====== Records supplied ======
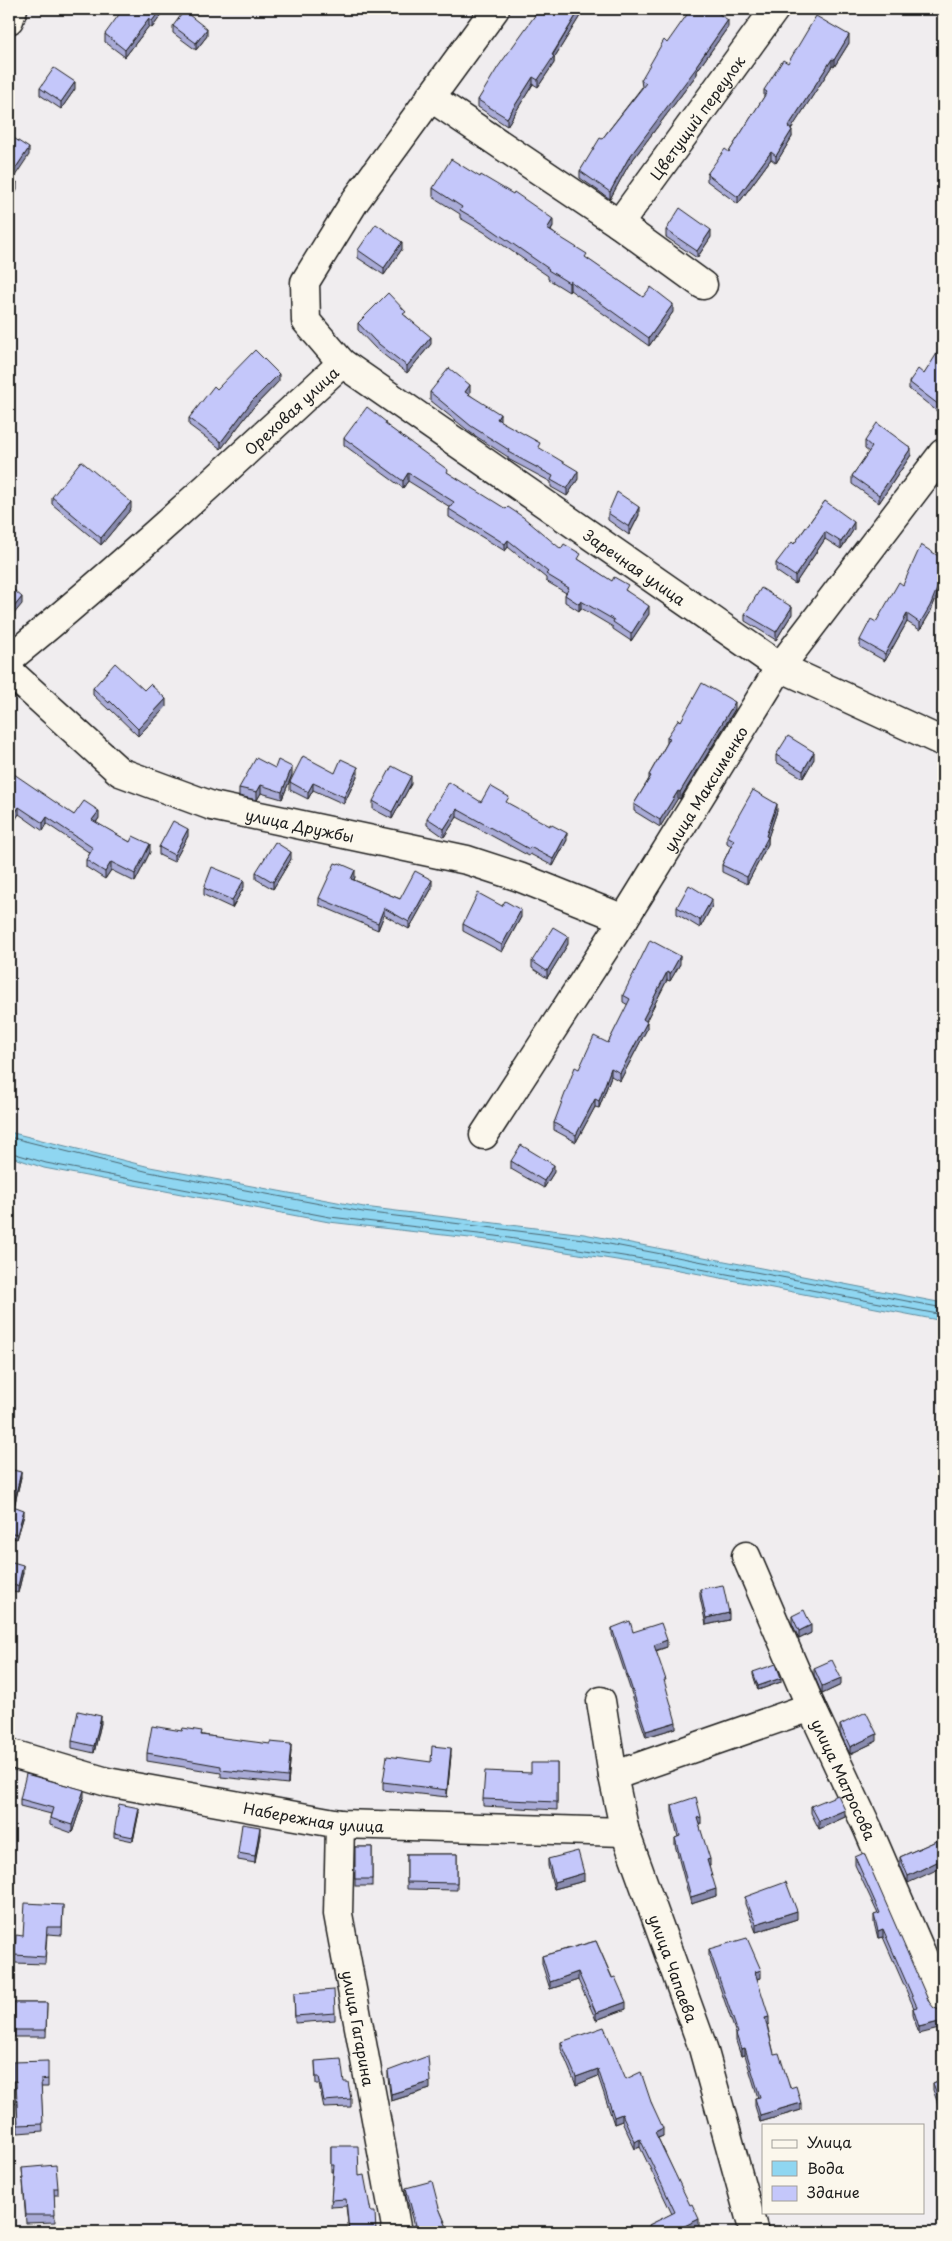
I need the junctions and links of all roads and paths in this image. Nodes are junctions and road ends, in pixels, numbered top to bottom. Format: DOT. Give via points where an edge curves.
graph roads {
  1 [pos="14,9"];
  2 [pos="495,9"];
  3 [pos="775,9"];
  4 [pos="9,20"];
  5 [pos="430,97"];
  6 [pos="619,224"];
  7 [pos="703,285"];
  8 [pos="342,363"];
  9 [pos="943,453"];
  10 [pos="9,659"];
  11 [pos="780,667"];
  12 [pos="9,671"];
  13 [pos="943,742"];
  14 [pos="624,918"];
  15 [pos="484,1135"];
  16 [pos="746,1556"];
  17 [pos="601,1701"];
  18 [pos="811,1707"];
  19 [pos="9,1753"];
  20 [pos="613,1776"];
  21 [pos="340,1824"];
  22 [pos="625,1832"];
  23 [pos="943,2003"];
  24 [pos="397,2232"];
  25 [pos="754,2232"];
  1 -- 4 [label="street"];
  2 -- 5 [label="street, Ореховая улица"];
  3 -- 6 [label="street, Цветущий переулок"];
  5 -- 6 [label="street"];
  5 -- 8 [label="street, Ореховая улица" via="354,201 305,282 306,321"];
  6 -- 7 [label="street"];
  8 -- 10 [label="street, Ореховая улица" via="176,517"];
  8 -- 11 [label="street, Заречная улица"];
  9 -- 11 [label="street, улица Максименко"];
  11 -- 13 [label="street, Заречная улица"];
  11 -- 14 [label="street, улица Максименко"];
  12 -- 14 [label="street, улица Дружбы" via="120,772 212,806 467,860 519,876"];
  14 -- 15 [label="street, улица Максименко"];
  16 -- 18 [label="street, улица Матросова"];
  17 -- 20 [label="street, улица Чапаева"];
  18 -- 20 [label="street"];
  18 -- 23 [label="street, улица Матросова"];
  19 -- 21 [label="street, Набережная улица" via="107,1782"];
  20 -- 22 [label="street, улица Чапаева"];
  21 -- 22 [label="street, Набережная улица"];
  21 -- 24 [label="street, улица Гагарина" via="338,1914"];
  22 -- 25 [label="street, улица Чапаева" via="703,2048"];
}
======
# Your assignment
Here the job is to print all the data exactly, skipping any image.

# Final answer
I need the junctions and links of all roads and paths in this image. Nodes are junctions and road ends, in pixels, numbered top to bottom. Format: DOT. Give via points where an edge curves.
graph roads {
  1 [pos="14,9"];
  2 [pos="495,9"];
  3 [pos="775,9"];
  4 [pos="9,20"];
  5 [pos="430,97"];
  6 [pos="619,224"];
  7 [pos="703,285"];
  8 [pos="342,363"];
  9 [pos="943,453"];
  10 [pos="9,659"];
  11 [pos="780,667"];
  12 [pos="9,671"];
  13 [pos="943,742"];
  14 [pos="624,918"];
  15 [pos="484,1135"];
  16 [pos="746,1556"];
  17 [pos="601,1701"];
  18 [pos="811,1707"];
  19 [pos="9,1753"];
  20 [pos="613,1776"];
  21 [pos="340,1824"];
  22 [pos="625,1832"];
  23 [pos="943,2003"];
  24 [pos="397,2232"];
  25 [pos="754,2232"];
  1 -- 4 [label="street"];
  2 -- 5 [label="street, Ореховая улица"];
  3 -- 6 [label="street, Цветущий переулок"];
  5 -- 6 [label="street"];
  5 -- 8 [label="street, Ореховая улица" via="354,201 305,282 306,321"];
  6 -- 7 [label="street"];
  8 -- 10 [label="street, Ореховая улица" via="176,517"];
  8 -- 11 [label="street, Заречная улица"];
  9 -- 11 [label="street, улица Максименко"];
  11 -- 13 [label="street, Заречная улица"];
  11 -- 14 [label="street, улица Максименко"];
  12 -- 14 [label="street, улица Дружбы" via="120,772 212,806 467,860 519,876"];
  14 -- 15 [label="street, улица Максименко"];
  16 -- 18 [label="street, улица Матросова"];
  17 -- 20 [label="street, улица Чапаева"];
  18 -- 20 [label="street"];
  18 -- 23 [label="street, улица Матросова"];
  19 -- 21 [label="street, Набережная улица" via="107,1782"];
  20 -- 22 [label="street, улица Чапаева"];
  21 -- 22 [label="street, Набережная улица"];
  21 -- 24 [label="street, улица Гагарина" via="338,1914"];
  22 -- 25 [label="street, улица Чапаева" via="703,2048"];
}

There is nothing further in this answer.